Durante os últimos cinco anos Marrocos só foi superado em termos de aquisição de armamento (de maior para o menor) pela Índia, China, Paquistão, Coreia do Sul, Singapura, Argélia, Austrália, EUA, Emirados Árabes Unidos, Arábia Saudita e Turquia, apesar de nenhum desses país ter conhecido um crescimento tão vertiginoso como o marroquino, que, limitando os dados a períodos anuais, adquiriu em 2012 vinte vezes armas mais do que em 2009 e quase trinta vezes mais do que em 2007.

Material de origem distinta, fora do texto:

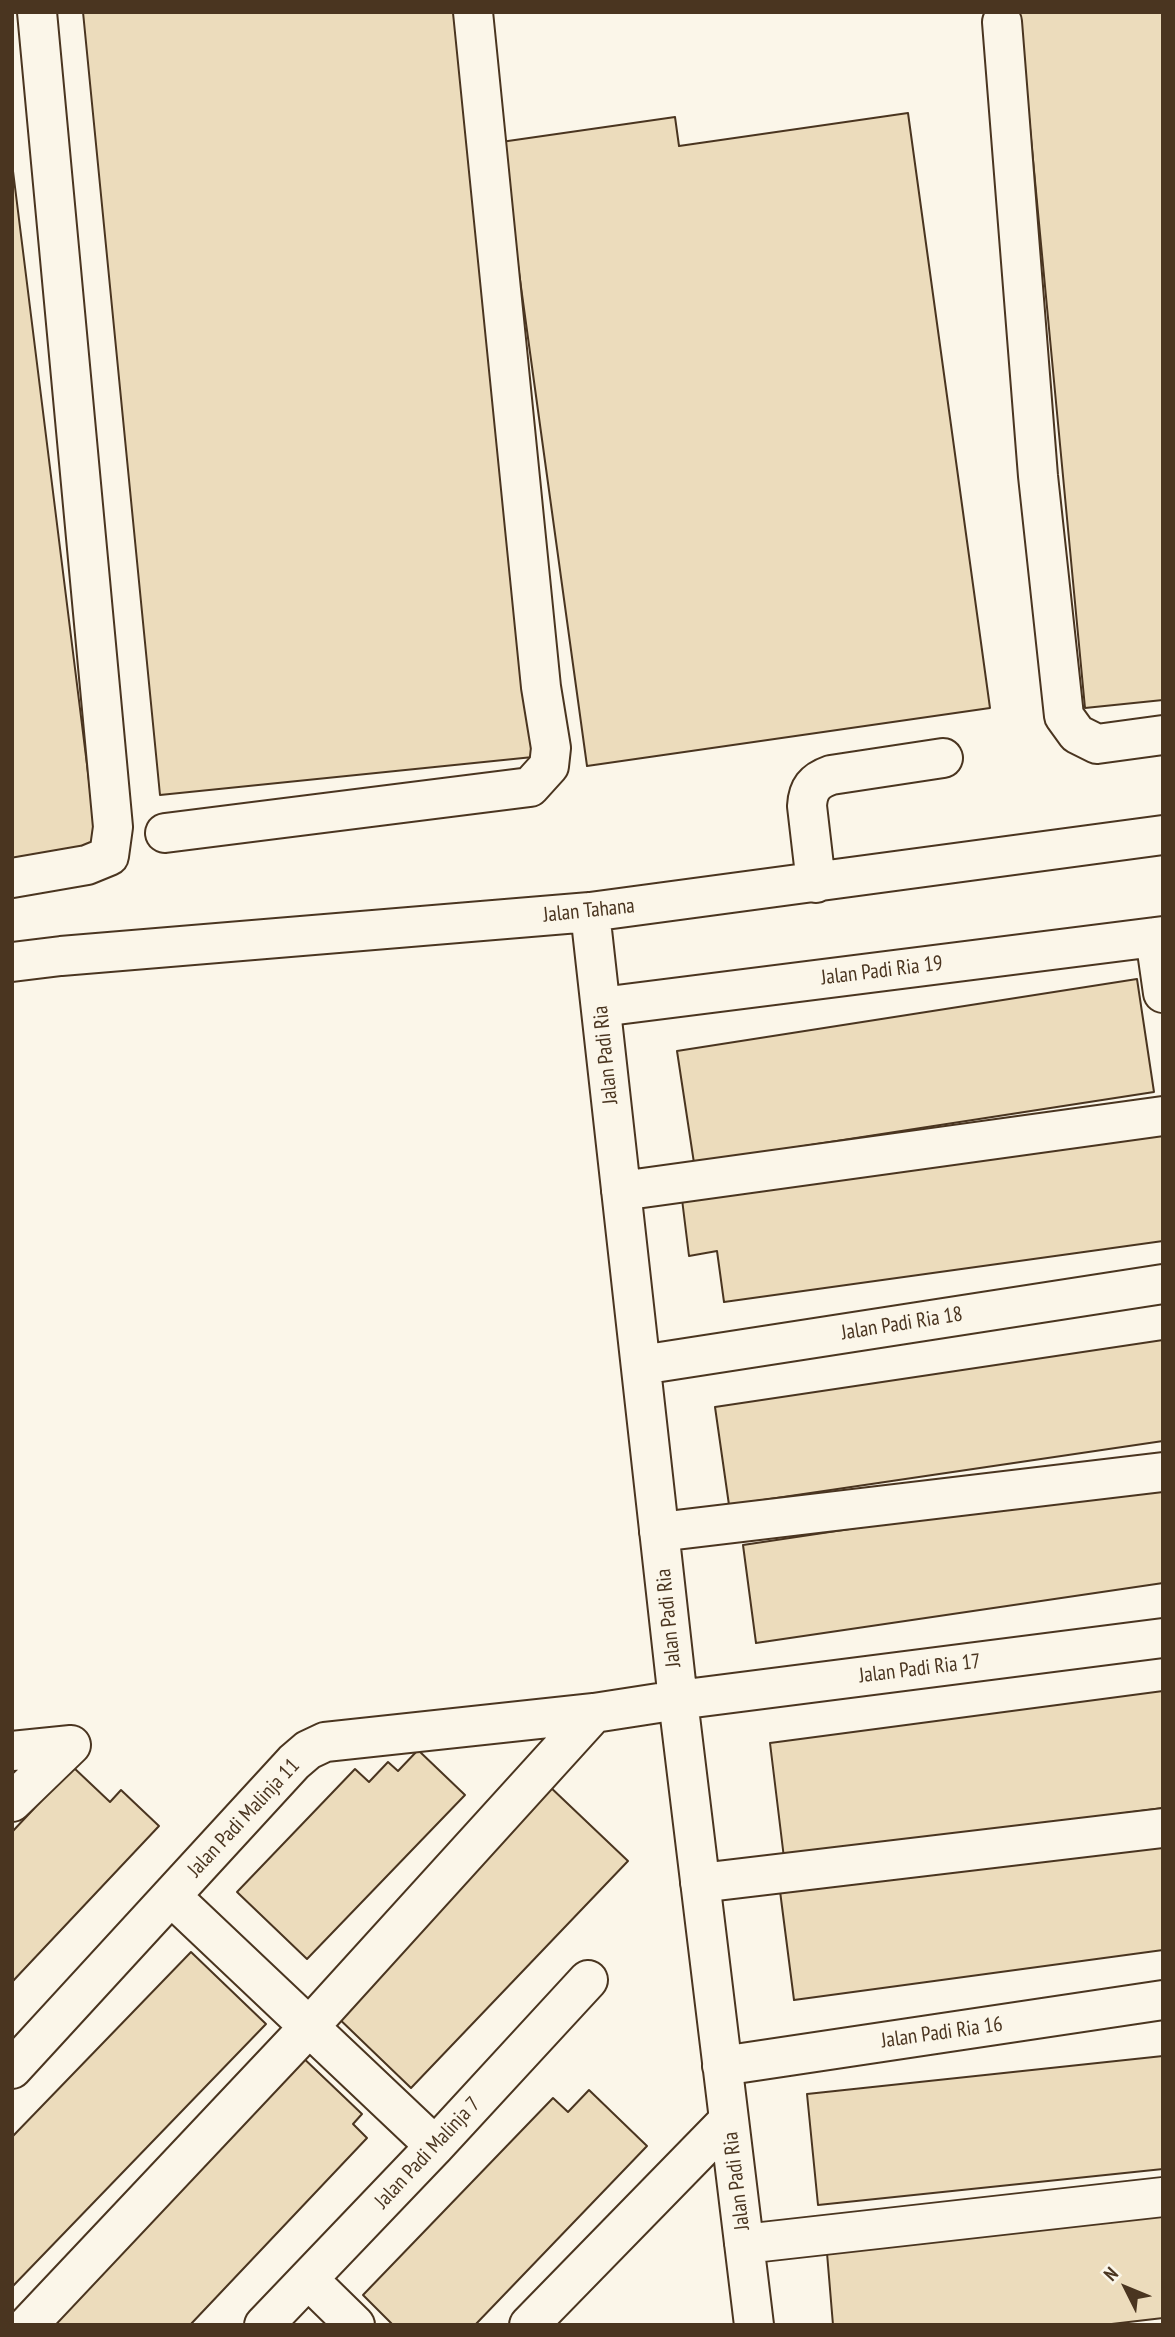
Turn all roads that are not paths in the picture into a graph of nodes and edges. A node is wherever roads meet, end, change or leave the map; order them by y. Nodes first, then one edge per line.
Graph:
1 (37, 12) edge
2 (473, 12) edge
3 (1002, 22) dead end
4 (1163, 735) edge
5 (943, 758) dead end
6 (165, 833) dead end
7 (1163, 835) edge
8 (12, 878) edge
9 (816, 883) junction
10 (590, 912) junction
11 (1159, 936) edge
12 (12, 962) edge
13 (1163, 993) edge
14 (601, 1007) junction
15 (1163, 1116) edge
16 (621, 1191) junction
17 (1163, 1284) edge
18 (641, 1365) junction
19 (1163, 1472) edge
20 (659, 1532) junction
21 (1163, 1638) edge
22 (678, 1700) junction
23 (594, 1713) junction
24 (12, 1751) edge
25 (12, 1802) edge
26 (1163, 1828) edge
27 (700, 1883) junction
28 (172, 1897) junction
29 (588, 1980) dead end
30 (1163, 2000) edge
31 (308, 2028) junction
32 (722, 2066) junction
33 (12, 2069) edge
34 (729, 2120) junction
35 (435, 2146) junction
36 (1163, 2197) edge
37 (744, 2244) junction
38 (308, 2279) junction
39 (750, 2324) edge
40 (28, 2325) edge
41 (264, 2325) edge
42 (355, 2325) edge
43 (529, 2325) edge

1 - 8 street
2 - 6 street
3 - 4 street
5 - 9 street
7 - 9 street, Jalan Tahana
9 - 10 street, Jalan Tahana
10 - 12 street, Jalan Tahana
10 - 14 street, Jalan Padi Ria
11 - 13 street
11 - 14 street, Jalan Padi Ria 19
14 - 16 street, Jalan Padi Ria
15 - 16 street
16 - 18 street, Jalan Padi Ria
17 - 18 street, Jalan Padi Ria 18
18 - 20 street, Jalan Padi Ria
19 - 20 street
20 - 22 street, Jalan Padi Ria
21 - 22 street, Jalan Padi Ria 17
22 - 23 street, Jalan Padi Malinja 11
22 - 27 street, Jalan Padi Ria
23 - 28 street, Jalan Padi Malinja 11
23 - 31 street
24 - 25 street
26 - 27 street
27 - 32 street, Jalan Padi Ria
28 - 31 street
28 - 33 street, Jalan Padi Malinja 11
29 - 35 street, Jalan Padi Malinja 7
30 - 32 street, Jalan Padi Ria 16
31 - 35 street
31 - 40 street
32 - 34 street, Jalan Padi Ria
34 - 37 street, Jalan Padi Ria
34 - 43 street
35 - 38 street, Jalan Padi Malinja 7
36 - 37 street
37 - 39 street, Jalan Padi Ria
38 - 41 street, Jalan Padi Malinja 7
38 - 42 street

De acordo com o relatório do SIPRI, entre as importações recebidas de 2008 a 2011, estão 24 caças F-16C aviões americanos, outros 27 aviões de combate MF-2000 fabricados em França, três fragatas Tipo SIGMA compradas à Holanda e 54 tanques Tipo-90-2 produzidos na China. Na verdade, os EUA, o maior exportador de armas para o país norte Africano, e França - seu principal cliente – constituem o par donde provem a maioria das armas compradas nos últimos cinco anos. Conclusão: Marrocos e África do Sul são, de longe, os maiores importadores de armas em África.

...e 54 tanques Tipo-90-2

A verdade é que estes dados apenas confirmam documentos anteriores que já enfatizavam o interesse de Rabat em se tornar na potência militar do Norte de África. Nesse sentido, as referências dos serviços de informação dos EUA foram confirmados por vários estudos realizados pelo Instituto Nacional de Estudos de Segurança de Israel que, em julho de 2012, já alertava para a escalada militar do “inimigo do sul”, como é denominado Marrocos em alguns meios militares espanhóis.

Para além das referências estrangeiras, o Instituto Espanhol de Estudos Estratégicos apresentou há um par de semanas o seu Panorama Estratégico 2013, no qual, mais uma vez, destacava as relações com Marrocos e sublinhava riscos exponenciais em que Rabat tem muito a dizer. Fundamentalmente, o Sahel.